British Sociological Association: Sociology of Mental Health Study Group Symposium
Social Movements & Sociological Knowledge on Mental Health: Where Are We Now?
Friday 13th June 10am–5pm
University of Wolverhampton, City Campus
The British Sociological Association’s Sociology of Mental Health Study Group is 10 years old this year. Its programme of work has included exploration of links between academic sociology and social movements in mental health and between the women’s and mental health sectors. This symposium seeks to build on this programme to explore the contributions of a range of social movements to sociological knowledge on mental health and the relationships between these movements. The event will provide a space for critical reflection and discussion on:
i) the ways in which the psychiatric survivor movement, the disabled people’s (disability) movement, the trade union movement and the women’s (feminist) movement and their social histories have shaped sociological knowledge on mental health;
ii) overlaps, links, commonalities and synergies, as well as differences, points of departure and tensions between these movements; and
iii) the possibilities or otherwise for alliances between these social movements and between the movements and academia in sociological knowledge construction and social action for the future concerning mental health.

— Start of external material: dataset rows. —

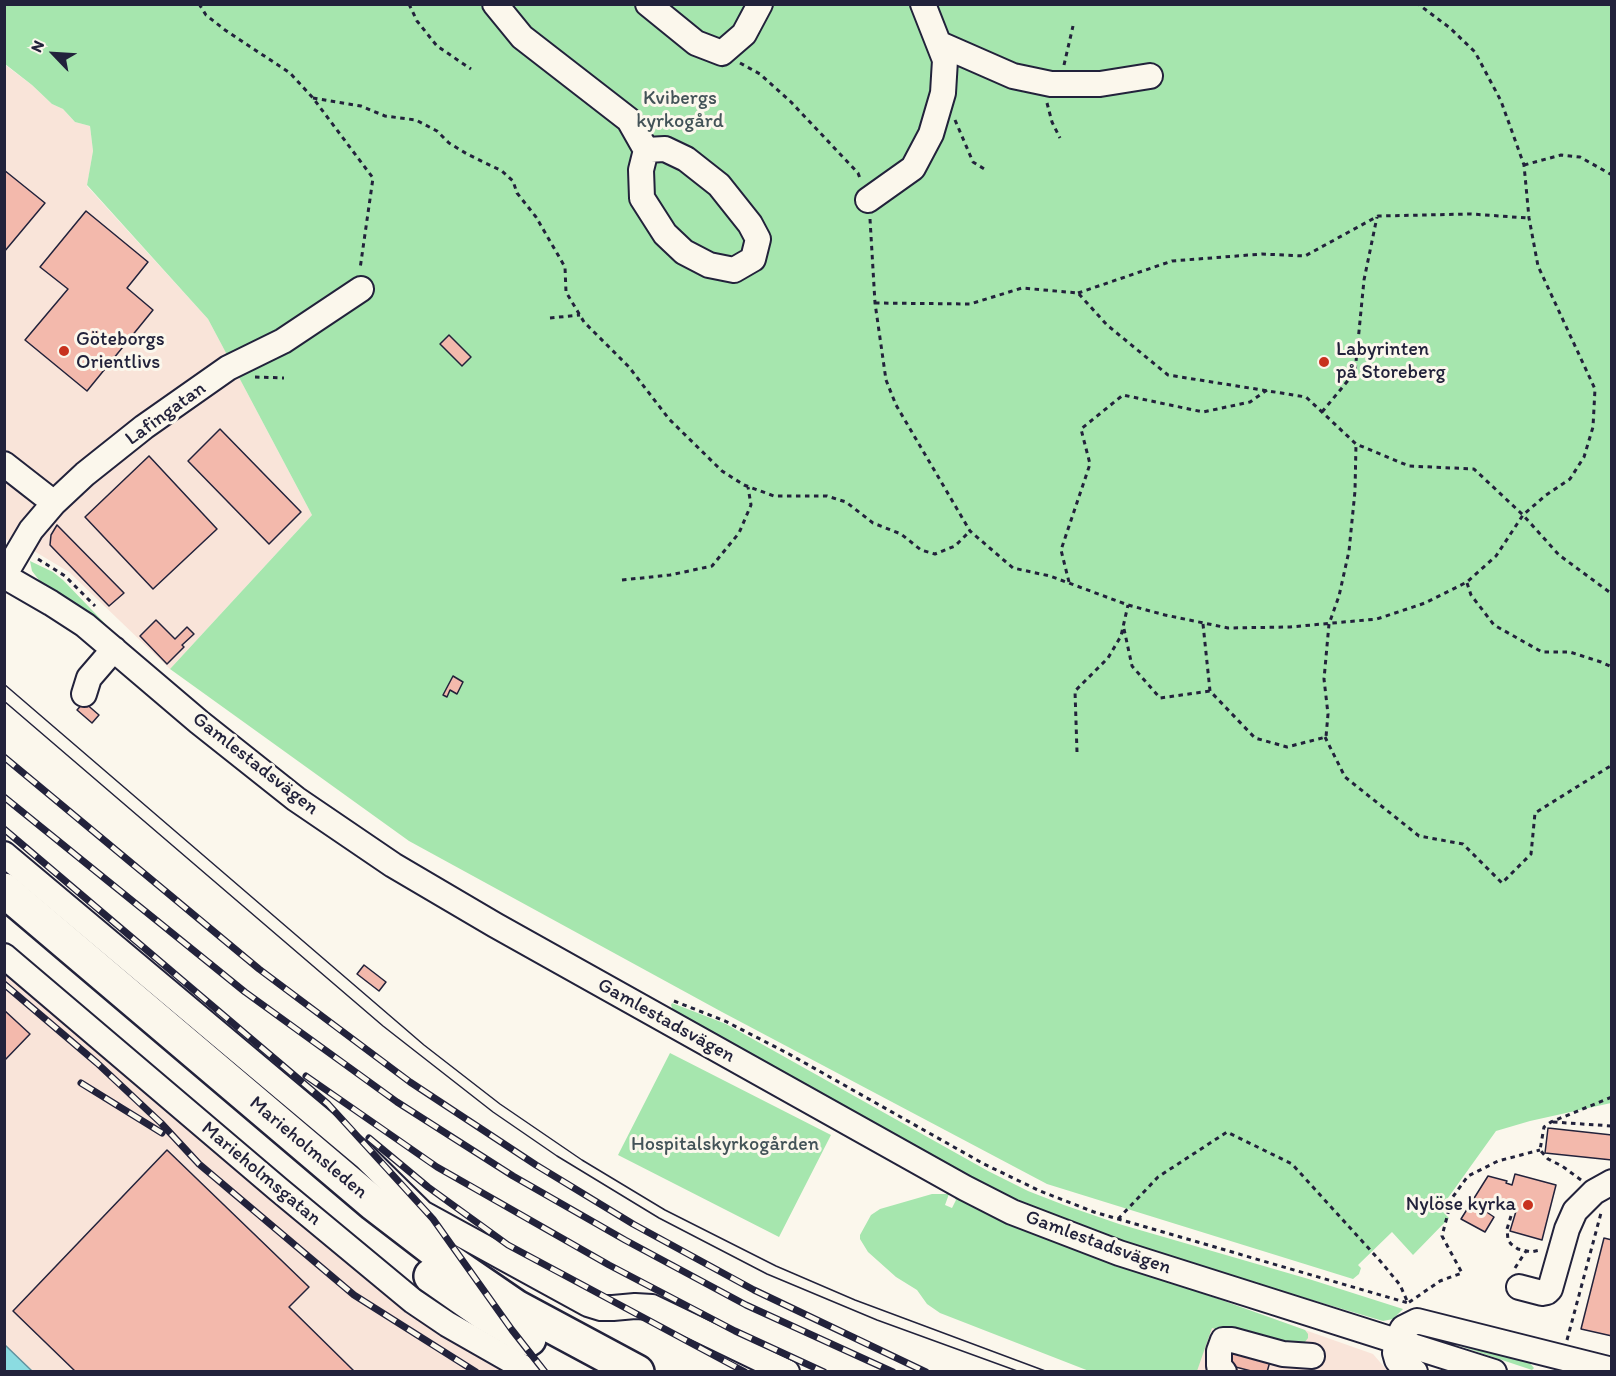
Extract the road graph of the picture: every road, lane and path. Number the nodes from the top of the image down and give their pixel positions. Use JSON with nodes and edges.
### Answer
{"nodes":[{"id":1,"x":199,"y":4,"type":"edge"},
{"id":2,"x":409,"y":4,"type":"edge"},
{"id":3,"x":495,"y":4,"type":"edge"},
{"id":4,"x":648,"y":4,"type":"edge"},
{"id":5,"x":760,"y":4,"type":"edge"},
{"id":6,"x":923,"y":4,"type":"edge"},
{"id":7,"x":1418,"y":4,"type":"edge"},
{"id":8,"x":1074,"y":26,"type":"dead end"},
{"id":9,"x":940,"y":44,"type":"junction"},
{"id":10,"x":722,"y":53,"type":"junction"},
{"id":11,"x":471,"y":69,"type":"dead end"},
{"id":12,"x":1150,"y":76,"type":"dead end"},
{"id":13,"x":1052,"y":84,"type":"junction"},
{"id":14,"x":313,"y":98,"type":"junction"},
{"id":15,"x":940,"y":101,"type":"junction"},
{"id":16,"x":1060,"y":138,"type":"dead end"},
{"id":17,"x":646,"y":150,"type":"junction"},
{"id":18,"x":1524,"y":165,"type":"junction"},
{"id":19,"x":986,"y":170,"type":"dead end"},
{"id":20,"x":1611,"y":175,"type":"edge"},
{"id":21,"x":868,"y":200,"type":"junction"},
{"id":22,"x":1378,"y":216,"type":"junction"},
{"id":23,"x":1529,"y":218,"type":"junction"},
{"id":24,"x":361,"y":289,"type":"joint"},
{"id":25,"x":1078,"y":293,"type":"junction"},
{"id":26,"x":875,"y":303,"type":"junction"},
{"id":27,"x":580,"y":315,"type":"junction"},
{"id":28,"x":550,"y":318,"type":"dead end"},
{"id":29,"x":1267,"y":390,"type":"junction"},
{"id":30,"x":1322,"y":412,"type":"junction"},
{"id":31,"x":1356,"y":444,"type":"junction"},
{"id":32,"x":4,"y":464,"type":"edge"},
{"id":33,"x":748,"y":487,"type":"junction"},
{"id":34,"x":54,"y":503,"type":"junction"},
{"id":35,"x":1523,"y":515,"type":"junction"},
{"id":36,"x":970,"y":531,"type":"junction"},
{"id":37,"x":20,"y":549,"type":"junction"},
{"id":38,"x":4,"y":576,"type":"edge"},
{"id":39,"x":622,"y":580,"type":"dead end"},
{"id":40,"x":1069,"y":582,"type":"junction"},
{"id":41,"x":1467,"y":582,"type":"junction"},
{"id":42,"x":1611,"y":594,"type":"edge"},
{"id":43,"x":1128,"y":605,"type":"junction"},
{"id":44,"x":95,"y":607,"type":"dead end"},
{"id":45,"x":1203,"y":624,"type":"junction"},
{"id":46,"x":1329,"y":624,"type":"junction"},
{"id":47,"x":1124,"y":626,"type":"junction"},
{"id":48,"x":114,"y":649,"type":"junction"},
{"id":49,"x":1611,"y":667,"type":"edge"},
{"id":50,"x":1210,"y":691,"type":"junction"},
{"id":51,"x":84,"y":694,"type":"dead end"},
{"id":52,"x":1325,"y":737,"type":"junction"},
{"id":53,"x":1077,"y":752,"type":"dead end"},
{"id":54,"x":1611,"y":765,"type":"edge"},
{"id":55,"x":4,"y":854,"type":"edge"},
{"id":56,"x":4,"y":890,"type":"edge"},
{"id":57,"x":4,"y":918,"type":"edge"},
{"id":58,"x":4,"y":956,"type":"edge"},
{"id":59,"x":664,"y":998,"type":"dead end"},
{"id":60,"x":1611,"y":1097,"type":"edge"},
{"id":61,"x":1551,"y":1122,"type":"junction"},
{"id":62,"x":1611,"y":1126,"type":"edge"},
{"id":63,"x":1540,"y":1150,"type":"junction"},
{"id":64,"x":1583,"y":1183,"type":"dead end"},
{"id":65,"x":1608,"y":1192,"type":"edge"},
{"id":66,"x":1511,"y":1215,"type":"dead end"},
{"id":67,"x":1118,"y":1220,"type":"junction"},
{"id":68,"x":1548,"y":1247,"type":"dead end"},
{"id":69,"x":1519,"y":1287,"type":"dead end"},
{"id":70,"x":1408,"y":1303,"type":"junction"},
{"id":71,"x":1419,"y":1306,"type":"dead end"},
{"id":72,"x":1325,"y":1319,"type":"junction"},
{"id":73,"x":1396,"y":1341,"type":"junction"},
{"id":74,"x":1567,"y":1342,"type":"dead end"},
{"id":75,"x":1531,"y":1350,"type":"junction"},
{"id":76,"x":1311,"y":1364,"type":"edge"},
{"id":77,"x":1447,"y":1365,"type":"edge"},
{"id":78,"x":526,"y":1370,"type":"edge"},
{"id":79,"x":1611,"y":1370,"type":"edge"},
{"id":80,"x":588,"y":1371,"type":"edge"},
{"id":81,"x":636,"y":1371,"type":"edge"},
{"id":82,"x":787,"y":1371,"type":"edge"},
{"id":83,"x":1224,"y":1371,"type":"edge"},
{"id":84,"x":1281,"y":1371,"type":"edge"},
{"id":85,"x":1415,"y":1371,"type":"edge"},
{"id":86,"x":1494,"y":1371,"type":"edge"},
{"id":87,"x":1543,"y":1371,"type":"edge"}],
"edges":[{"from":1,"to":14,"type":"path"},
{"from":2,"to":11,"type":"path"},
{"from":3,"to":17,"type":"street"},
{"from":4,"to":10,"type":"street"},
{"from":5,"to":10,"type":"street"},
{"from":6,"to":9,"type":"street"},
{"from":7,"to":18,"type":"path"},
{"from":8,"to":13,"type":"path"},
{"from":9,"to":13,"type":"street"},
{"from":9,"to":15,"type":"street"},
{"from":10,"to":21,"type":"path"},
{"from":12,"to":13,"type":"street"},
{"from":13,"to":16,"type":"path"},
{"from":14,"to":24,"type":"path"},
{"from":14,"to":27,"type":"path"},
{"from":15,"to":19,"type":"path"},
{"from":15,"to":21,"type":"street"},
{"from":17,"to":17,"type":"street"},
{"from":18,"to":20,"type":"path"},
{"from":18,"to":23,"type":"path"},
{"from":21,"to":26,"type":"path"},
{"from":22,"to":23,"type":"path"},
{"from":22,"to":25,"type":"path"},
{"from":22,"to":30,"type":"path"},
{"from":23,"to":35,"type":"path"},
{"from":24,"to":34,"type":"street","name":"Lafingatan"},
{"from":25,"to":26,"type":"path"},
{"from":25,"to":29,"type":"path"},
{"from":26,"to":36,"type":"path"},
{"from":27,"to":28,"type":"path"},
{"from":27,"to":33,"type":"path"},
{"from":29,"to":30,"type":"path"},
{"from":29,"to":40,"type":"path"},
{"from":30,"to":31,"type":"path"},
{"from":31,"to":35,"type":"path"},
{"from":31,"to":46,"type":"path"},
{"from":32,"to":34,"type":"street"},
{"from":33,"to":36,"type":"path"},
{"from":33,"to":39,"type":"path"},
{"from":34,"to":37,"type":"street","name":"Lafingatan"},
{"from":35,"to":41,"type":"path"},
{"from":35,"to":42,"type":"path"},
{"from":36,"to":40,"type":"path"},
{"from":37,"to":38,"type":"street","name":"Lafingatan"},
{"from":37,"to":44,"type":"path"},
{"from":38,"to":48,"type":"street","name":"Gamlestadsvägen"},
{"from":40,"to":43,"type":"path"},
{"from":41,"to":46,"type":"path"},
{"from":41,"to":49,"type":"path"},
{"from":43,"to":45,"type":"path"},
{"from":43,"to":47,"type":"path"},
{"from":45,"to":46,"type":"path"},
{"from":45,"to":50,"type":"path"},
{"from":46,"to":52,"type":"path"},
{"from":47,"to":50,"type":"path"},
{"from":47,"to":53,"type":"path"},
{"from":48,"to":51,"type":"street"},
{"from":48,"to":72,"type":"street","name":"Gamlestadsvägen"},
{"from":50,"to":52,"type":"path"},
{"from":52,"to":54,"type":"path"},
{"from":55,"to":82,"type":"street"},
{"from":56,"to":81,"type":"highway","name":"Marieholmsleden"},
{"from":57,"to":80,"type":"highway","name":"Marieholmsleden"},
{"from":58,"to":78,"type":"street","name":"Marieholmsgatan"},
{"from":59,"to":67,"type":"path"},
{"from":60,"to":61,"type":"path"},
{"from":61,"to":62,"type":"path"},
{"from":61,"to":63,"type":"path"},
{"from":63,"to":64,"type":"path"},
{"from":63,"to":70,"type":"path"},
{"from":65,"to":69,"type":"street"},
{"from":65,"to":74,"type":"path"},
{"from":66,"to":68,"type":"path"},
{"from":67,"to":70,"type":"path"},
{"from":67,"to":70,"type":"path"},
{"from":70,"to":71,"type":"path"},
{"from":72,"to":73,"type":"street","name":"Gamlestadsvägen"},
{"from":72,"to":76,"type":"street"},
{"from":73,"to":75,"type":"street"},
{"from":73,"to":77,"type":"street","name":"Gamlestadsvägen"},
{"from":73,"to":85,"type":"street"},
{"from":75,"to":79,"type":"street"},
{"from":75,"to":87,"type":"street"},
{"from":76,"to":83,"type":"street"},
{"from":76,"to":84,"type":"street"},
{"from":77,"to":86,"type":"street","name":"Gamlestadsvägen"}]}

The event will offer space for multi-disciplinary debate and discussion of the interface between disciplinary/study/practice areas concerned with social perspectives on mental health (e.g. Medical Sociology, Education, Disability Studies, Women’s Studies, Critical Psychology, Social Psychiatry; Nursing, Social Work, Community Development) and provide the opportunity for coalescing sociological knowledge on mental health from a range of study and practice areas.
Speakers: Professor Diana Rose, Institute of Psychiatry; Dr Janet Wallcraft, University of Wolverhampton; Dr Sarah Carr, Sarah Carr and Associates Ltd, Universities of Birmingham and York and trustee for the National Survivor User Network (NSUN); Matthew Danaher, Unison; Dr Mick McKweon, School of Health, University of Central Lancashire; Professor Simone Fullager, Department of Education, University of Bath; Dr Patsy Staddon, Women’s Independent Alcohol Supportand University of Plymouth; Dr Karen Newbigging, Institute of Applied Social Sciences, University of Birmingham; Dr Lydia Lewis, Institute of Education, University of Wolverhampton; Dr Helen Spandler, School of Social Work, University of Central Lancashire.
Cost: £20 for BSA members; £25 for non-members (to include refreshments and lunch). We may be able to offer some funded places (to cover registration fee and travel) for third sector, service user, carer and student delegates (dependent on the outcome of a funding application; please e-mail or call Dina at the address and telephone number below to register your interest in receiving one of these).
To register: click here (by 4th June)
Organisers: Dina Poursanidou, University of Manchester; Lydia Lewis, University of Wolverhampton; Patsy Staddon, Women’s Independent Alcohol Support and University of Plymouth; and Angela Cotton, University of Salford.
BSA Sociology of Mental Health Study Group web site.
(Presentation titles TBC)
10.30-10.45: Introduction to the day
10.45-12.15: Session 1: The contribution of the survivor movement to sociological knowledge on mental health and ways forward for the movement:
Dr Janet Wallcraft, Professor Diana Rose, Dr Sarah Carr
Break – 12.15-12.30
12.30-1.30pm Session 2:
Sociological perspectives on alcohol use – Dr Patsy Staddon
Madness and the sociology of disablement: tensions and possibilities – Dr. Helen Spandler
1.30-2.15 – Lunch
2.15-3.15: Session 3: The women’s movement and sociological knowledge on mental health
Dr. Simone Fullager – The contribution of the women’s movement and feminist perspectives towards sociological knowledge on mental health
Dr Karen Newbigging and Dr Lydia Lewis – The relationship between the women’s movement and the psychiatric survivor movement and the contribution of their social histories to sociological knowledge on mental health
3.30-4.30 Session 4
Links between the trade union movement and the psychiatric survivor movement and how the social histories of the two movements have shaped sociological knowledge on mental health:
Dr Mick McKeon; Matthew Danaher
4.30-5pm: Overview, synthesis, general discussion and close.